When did the last people who believed in the Greek gods die? Did it last until the end of the Roman Empire? Beyond it?
I’m still alive.
I suppose you really wanted to know when the last culture to worship them went away.
The answer is pretty much one word: Constantine.
Technically speaking he managed to maintain his belief in both the ancient gods and the christian gods through the miracle that is human rationalization.
But, he is an easy target for looking for the beginning of the end.
Unofficially, the religions continued on after Constantine, and still exist today. But as a society/cultural religion…Constantine is the begining of the end of Greco-Roman paganism.
It will take the invention of warp drive and big honking phasers to finally wipe the last of them from this galaxy, along with some arrogant and ungrateful military officers
>>Unofficially, the religions continued on after Constantine, and still exist today.
There are people alive today who believe in a literal Zeus and his wife Hera and Athena that sprang from Zeus’s head? And that they live on Mount Olympus? Do you have a cite?
What you’ve said in the first sentence quoted is true, but misleading. What exists today is not exactly a direct continuation of ancient Greco-Roman paganism, as it has a strong overlay of Christianity. Syncretism inevitably brings change to both systems.
There was a gradual assimilation into Christianity. Early Mediterranean Christians largely kept the same places of worship; they took over some pagan institutions (the pontificate is pre-Christian). Many of the same beliefs and practices would have continued, rationalized as Christian. It’s probable that some of the gods’ attributes were transferred to the saints (for instance, there seems to be some continuity with the worship of the Dioskouroi in Christian sailors’ folk belief).

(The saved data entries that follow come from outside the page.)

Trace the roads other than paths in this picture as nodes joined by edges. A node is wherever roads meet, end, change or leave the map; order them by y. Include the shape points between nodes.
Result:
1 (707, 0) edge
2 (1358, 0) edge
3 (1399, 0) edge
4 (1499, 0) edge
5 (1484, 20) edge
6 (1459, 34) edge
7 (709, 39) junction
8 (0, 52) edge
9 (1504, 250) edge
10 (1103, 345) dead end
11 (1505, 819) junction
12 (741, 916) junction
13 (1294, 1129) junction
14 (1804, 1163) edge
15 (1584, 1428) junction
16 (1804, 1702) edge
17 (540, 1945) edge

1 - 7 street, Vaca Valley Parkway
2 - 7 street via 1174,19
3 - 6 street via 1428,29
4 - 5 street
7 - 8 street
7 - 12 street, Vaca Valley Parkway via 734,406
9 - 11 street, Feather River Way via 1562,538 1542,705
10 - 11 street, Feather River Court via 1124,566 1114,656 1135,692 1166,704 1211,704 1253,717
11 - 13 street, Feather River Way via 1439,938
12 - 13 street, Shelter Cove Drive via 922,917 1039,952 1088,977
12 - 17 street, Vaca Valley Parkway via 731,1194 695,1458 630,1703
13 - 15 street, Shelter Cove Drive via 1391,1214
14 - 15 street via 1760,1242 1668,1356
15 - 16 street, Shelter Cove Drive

Latin Juppiter, for instance, is etymologically simply a run-together Deus pater, still the name for the chief God worshipped in Italy. For unChristianized paganism, that’s more difficult. It would have continued longest in remote rural areas where we have no documentation. Best guesses that I’ve seen put it in the Dark Ages sometime.
You have a misunderstanding of mythology. People did not believe in Athena springing from Zeus’s head in the same way that they believed water is wet. Most of them would have believed that the same way Christians believe in talking, fruit-bearing snakes. Myths are considered true, but not in that way. It’s more useful to think of them as important multivalent metaphors than literal truths for idiots.
>And that they live on Mount Olympus? Do you have a cite?
Probably some neopagans that accept them as valid deities. I dont see why not. Its as rational as monotheism.
I personally know several - including me.
How literal they take it - most of us are more into the allegorical than the literal translations.
There are both neo-pagans and classical pagans in existence today. Not to mention all the feminist stuff about finding your inner athena and such. (Most people consider anyone practicing paganism to be a neo-pagan as there was not an organized religion for centuries.) But, people have never stopped leaving offerings at the surviving temples throughout greece(the area that once was greece). I’m not sure if that last point actually constitutes belief or people desperate to try anything or covering all their bases, just in case.
There are currently two major organized religions pertaining to ancient greek gods and at least one dedicated to ancient roman gods. Of course, by major, there are probably less than 10,000 official members. I am not part of any organized religion - like most modern pagans, I see the relationship between man and his gods to be a personal thing and I don’t need mass validation.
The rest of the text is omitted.